A somewhat similar case took place a few weeks earlier when Google removed all Danish music from the Google-owned YouTube. The reason was disagreements in the negotiations for a new agreement on payment to Danish musicians. After much debate in newspapers and on social media, however, both the Ramasjang app and Danish music was back on Google. The interesting thing here is that Google is a big player, who want to use their power to dictate conditions that may influence content from small media players.

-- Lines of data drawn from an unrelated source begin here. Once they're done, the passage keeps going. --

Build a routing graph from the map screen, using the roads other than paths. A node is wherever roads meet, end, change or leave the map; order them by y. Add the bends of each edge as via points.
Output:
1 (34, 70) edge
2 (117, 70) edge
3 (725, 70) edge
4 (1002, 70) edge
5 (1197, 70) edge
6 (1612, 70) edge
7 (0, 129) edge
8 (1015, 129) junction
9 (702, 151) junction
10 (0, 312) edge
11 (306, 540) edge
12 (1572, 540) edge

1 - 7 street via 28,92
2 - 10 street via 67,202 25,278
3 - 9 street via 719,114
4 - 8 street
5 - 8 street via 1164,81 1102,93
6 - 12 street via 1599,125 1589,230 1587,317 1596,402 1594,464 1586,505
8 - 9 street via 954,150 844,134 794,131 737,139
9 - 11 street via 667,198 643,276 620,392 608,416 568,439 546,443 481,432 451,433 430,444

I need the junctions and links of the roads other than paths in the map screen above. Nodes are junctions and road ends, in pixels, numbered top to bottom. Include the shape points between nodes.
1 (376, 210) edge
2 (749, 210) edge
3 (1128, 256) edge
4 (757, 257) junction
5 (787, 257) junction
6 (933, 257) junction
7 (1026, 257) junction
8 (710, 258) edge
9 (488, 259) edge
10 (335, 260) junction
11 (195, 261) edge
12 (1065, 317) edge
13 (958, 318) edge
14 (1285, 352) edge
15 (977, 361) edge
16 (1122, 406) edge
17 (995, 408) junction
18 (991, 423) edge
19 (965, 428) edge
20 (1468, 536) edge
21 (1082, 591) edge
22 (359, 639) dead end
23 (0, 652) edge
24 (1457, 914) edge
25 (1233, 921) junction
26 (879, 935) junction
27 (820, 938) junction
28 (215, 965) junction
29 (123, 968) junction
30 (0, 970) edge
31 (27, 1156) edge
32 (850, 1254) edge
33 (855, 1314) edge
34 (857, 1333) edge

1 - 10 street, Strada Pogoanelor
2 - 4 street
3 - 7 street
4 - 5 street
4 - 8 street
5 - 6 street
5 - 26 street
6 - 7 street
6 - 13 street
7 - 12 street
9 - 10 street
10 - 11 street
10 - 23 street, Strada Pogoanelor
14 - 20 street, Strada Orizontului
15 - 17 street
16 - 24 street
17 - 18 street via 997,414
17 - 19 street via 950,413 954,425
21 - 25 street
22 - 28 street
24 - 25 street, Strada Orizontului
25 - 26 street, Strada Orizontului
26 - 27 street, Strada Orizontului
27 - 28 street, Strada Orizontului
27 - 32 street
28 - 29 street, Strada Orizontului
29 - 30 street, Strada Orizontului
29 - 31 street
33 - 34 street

Regarding Danish children’s content, both in terms of factual and fictional genres, it is well-known for its intrepidity when dealing with difficult issues and feelings, such as divorce, death, bullying or feelings of sorrow or inferiority. Often, programs have a straightforward atmosphere – sometimes you can hear people swearing or farting, and children are taken seriously as independent individuals who are expected to have the courage of their convictions. Danish children’s content does not avoid difficult and hard topics that may provoke others. A recent example is the programme series on Ultra (for children 9-14 years old) ULTRA smider tøjet/ULTRA strips down. Five adults stand naked in front of a children’s audience, and the children may ask all kinds of questions to the five naked persons about their bodies. All types of bodies are represented in the panel, such as old, young, coloured, overweight, slim, pregnant or disabled bodies.

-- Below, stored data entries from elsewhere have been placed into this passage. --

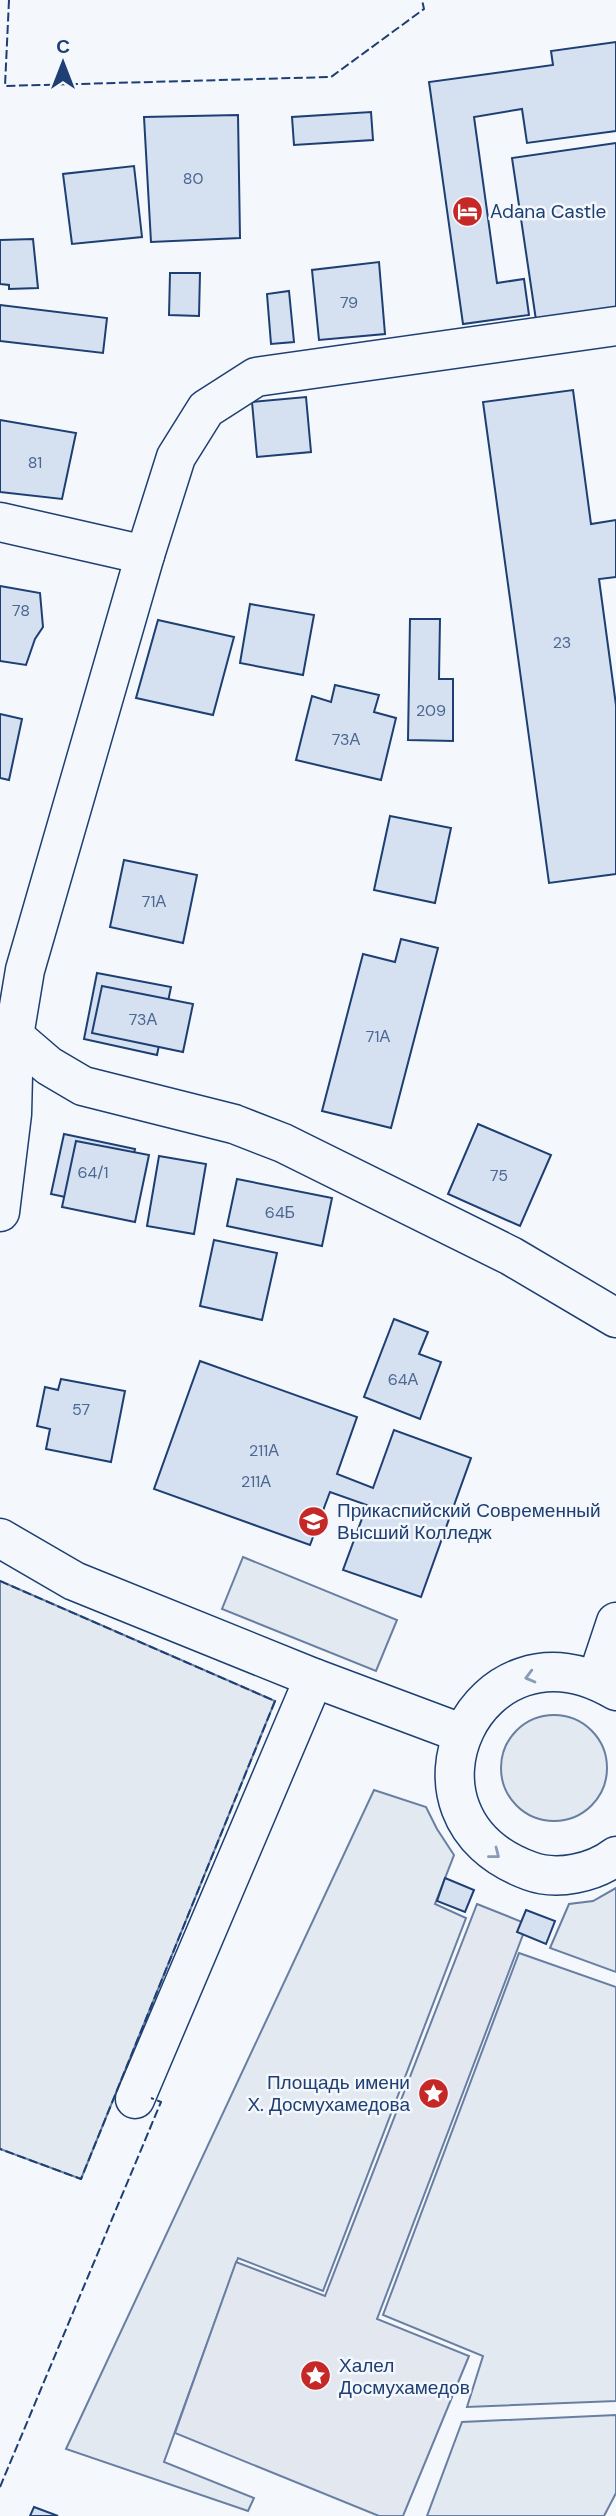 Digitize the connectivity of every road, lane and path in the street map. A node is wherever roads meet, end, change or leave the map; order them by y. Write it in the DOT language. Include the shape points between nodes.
graph roads {
  1 [pos="616,326"];
  2 [pos="0,522"];
  3 [pos="145,555"];
  4 [pos="7,1032"];
  5 [pos="0,1212"];
  6 [pos="616,1318"];
  7 [pos="0,1538"];
  8 [pos="616,1622"];
  9 [pos="314,1678"];
  10 [pos="606,1685"];
  11 [pos="461,1733"];
  12 [pos="616,1856"];
  13 [pos="135,2099"];
  1 -- 3 [label="street" via="256,377 206,409 182,447"];
  2 -- 3 [label="street"];
  3 -- 4 [label="street"];
  4 -- 5 [label="street" via="12,1114"];
  4 -- 6 [label="street" via="83,1086 234,1124 283,1143 511,1256"];
  7 -- 9 [label="street" via="74,1581"];
  8 -- 10 [label="street"];
  9 -- 11 [label="street"];
  9 -- 13 [label="street"];
  10 -- 11 [label="street, one-way" via="564,1671 529,1675 498,1689 476,1708"];
  11 -- 12 [label="street, one-way" via="454,1779 461,1812 480,1842 507,1863 540,1875 574,1874"];
}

Fig. 3: Caption: ULTRA strips down. A series meant for easing children’s anxieties over body issues by exposing them to naked bodies.

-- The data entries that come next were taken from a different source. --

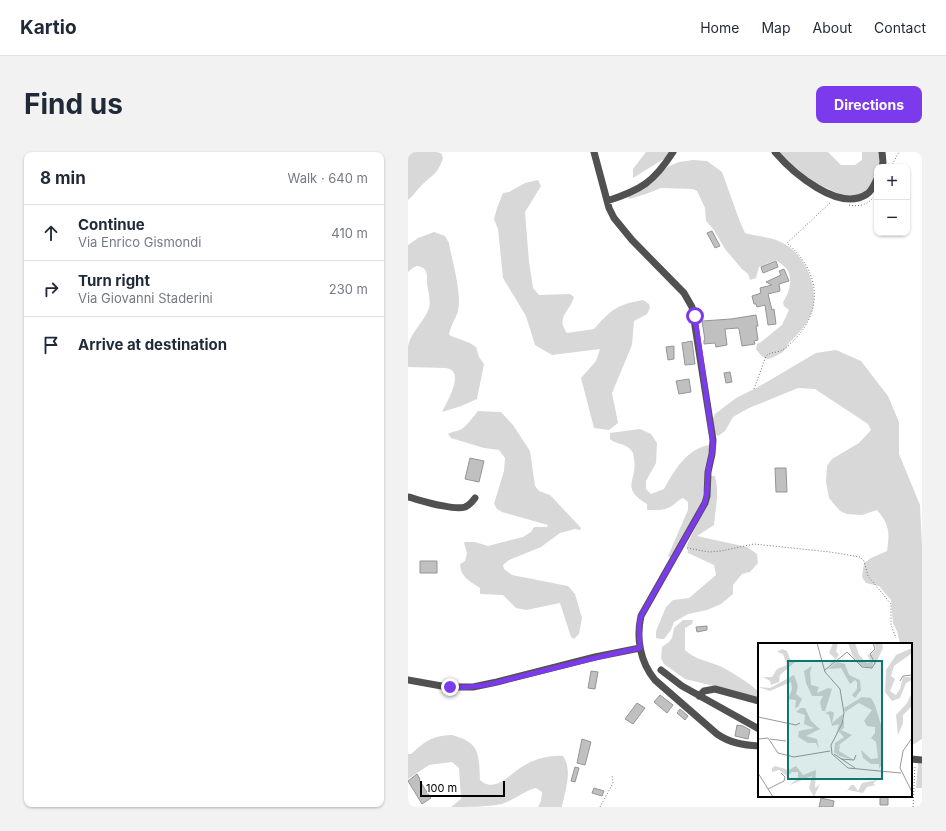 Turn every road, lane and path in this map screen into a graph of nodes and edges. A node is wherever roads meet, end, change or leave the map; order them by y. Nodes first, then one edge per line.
1 (594, 152) edge
2 (673, 152) edge
3 (775, 152) edge
4 (882, 152) edge
5 (899, 152) edge
6 (883, 164) edge
7 (893, 164) edge
8 (874, 186) edge
9 (836, 197) junction
10 (607, 201) junction
11 (754, 389) dead end
12 (408, 497) edge
13 (475, 498) dead end
14 (680, 548) junction
15 (896, 638) dead end
16 (640, 648) junction
17 (661, 670) dead end
18 (408, 680) edge
19 (699, 696) junction
20 (758, 701) edge
21 (758, 728) edge
22 (758, 746) edge
23 (916, 760) edge
24 (612, 775) dead end
25 (600, 807) edge
26 (913, 807) edge

1 - 10 street
2 - 10 street
3 - 9 street
4 - 6 street
5 - 7 path
8 - 9 street
9 - 11 path
10 - 14 street
12 - 13 street
14 - 15 path
14 - 16 street
16 - 18 street
16 - 22 street
17 - 19 street
19 - 20 street
19 - 21 street
23 - 26 path
24 - 25 path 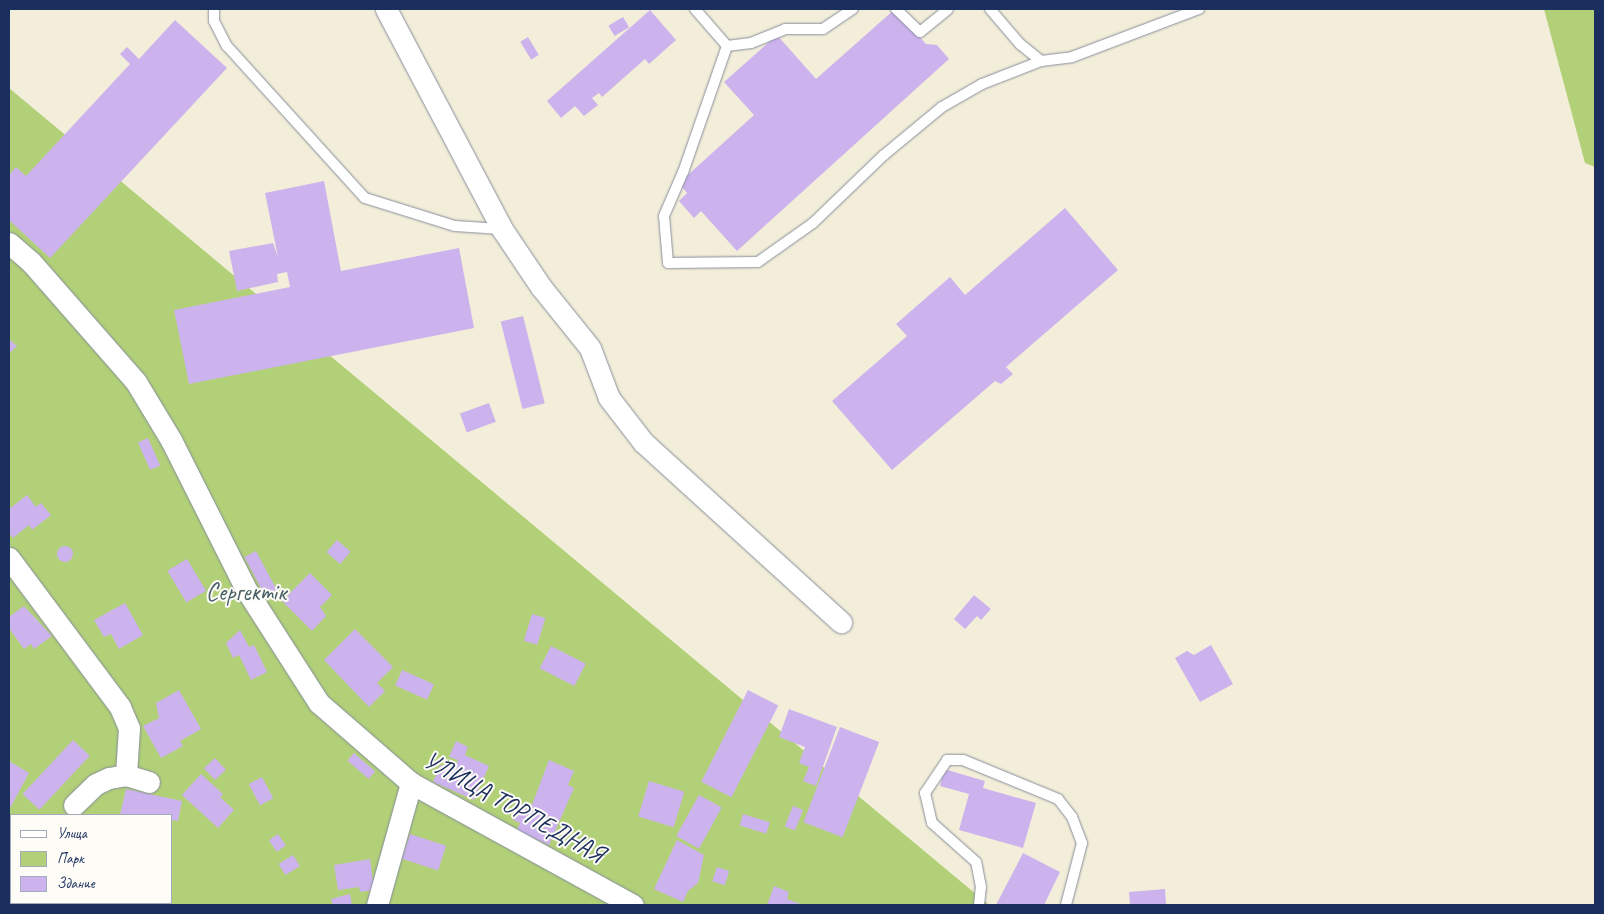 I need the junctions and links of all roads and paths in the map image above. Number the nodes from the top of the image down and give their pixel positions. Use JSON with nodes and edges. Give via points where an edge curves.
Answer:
{"nodes":[{"id":1,"x":214,"y":9,"type":"edge"},
{"id":2,"x":386,"y":9,"type":"edge"},
{"id":3,"x":695,"y":9,"type":"edge"},
{"id":4,"x":853,"y":9,"type":"edge"},
{"id":5,"x":896,"y":9,"type":"edge"},
{"id":6,"x":948,"y":9,"type":"edge"},
{"id":7,"x":990,"y":9,"type":"edge"},
{"id":8,"x":1199,"y":9,"type":"edge"},
{"id":9,"x":727,"y":46,"type":"junction"},
{"id":10,"x":1041,"y":61,"type":"junction"},
{"id":11,"x":502,"y":229,"type":"junction"},
{"id":12,"x":9,"y":243,"type":"edge"},
{"id":13,"x":9,"y":558,"type":"edge"},
{"id":14,"x":841,"y":622,"type":"dead end"},
{"id":15,"x":126,"y":775,"type":"junction"},
{"id":16,"x":149,"y":782,"type":"dead end"},
{"id":17,"x":411,"y":784,"type":"junction"},
{"id":18,"x":74,"y":805,"type":"dead end"},
{"id":19,"x":377,"y":905,"type":"edge"},
{"id":20,"x":633,"y":905,"type":"edge"},
{"id":21,"x":978,"y":905,"type":"edge"},
{"id":22,"x":1066,"y":905,"type":"edge"}],
"edges":[{"from":1,"to":11,"type":"lane","via":[[214,21],[227,46],[365,198],[455,226]]},
{"from":2,"to":11,"type":"street"},
{"from":3,"to":9,"type":"lane"},
{"from":4,"to":9,"type":"lane","via":[[823,29],[784,29],[751,43]]},
{"from":5,"to":6,"type":"lane","via":[[920,32]]},
{"from":7,"to":10,"type":"lane","via":[[1020,44]]},
{"from":8,"to":10,"type":"lane","via":[[1072,57]]},
{"from":9,"to":10,"type":"lane","via":[[683,172],[664,216],[668,263],[758,262],[813,223],[884,154],[942,107],[982,84]]},
{"from":11,"to":14,"type":"street","via":[[590,348],[609,398],[643,442]]},
{"from":12,"to":17,"type":"street","name":"УЛИЦА ТОРПЕДНАЯ","via":[[31,262],[136,382],[171,440],[246,591],[318,703],[364,745],[386,758]]},
{"from":13,"to":15,"type":"street","via":[[120,707],[129,728]]},
{"from":15,"to":16,"type":"street"},
{"from":15,"to":18,"type":"street","via":[[96,784]]},
{"from":17,"to":19,"type":"street"},
{"from":17,"to":20,"type":"street","name":"УЛИЦА ТОРПЕДНАЯ"},
{"from":21,"to":22,"type":"lane","via":[[981,887],[976,862],[932,823],[925,793],[947,760],[963,760],[1058,799],[1072,817],[1082,843]]}]}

According to one of the commissioners of DR Ultra, Christoffer Ebbesen, the idea behind ULTRA strips down was “to break away from perceptions of what is normal. As public service providers we must offer children a multifarious picture of bodies and help to give them another picture than the culture of perfection which they meet on social media and in Hollywood movies” [v]. ULTRA strips down did provoke a Danish right-wing politician from the Danish People’s Party, who found it depraving for children at that age to look at naked bodies. The program series also attracted attention abroad. New York Times [vi] and The Telegraph [vii] both wrote about the series with interest and understood that the programme takes up serious matters aiming to counter body shaming and encourage body positivity. Even if the media content for children produced by DR in general is seen as trustworthy among both children and parents, it is probably not the last time we will see tech giants interfere.

 


Christa Lykke Christensen is associate professor at the University of Copenhagen, Department of Communication where she is head of educations in Film and Media Studies.

 

 

References:

Christensen, Christa Lykke (2013). ‘Engaging, critical, entertaining: Transforming public service television for children in Denmark’, Interactions: Studies in Communication and Culture, Vol. 4(3), pp. 271-287. https://doi.org/10.1386/iscc.4.3.271_1.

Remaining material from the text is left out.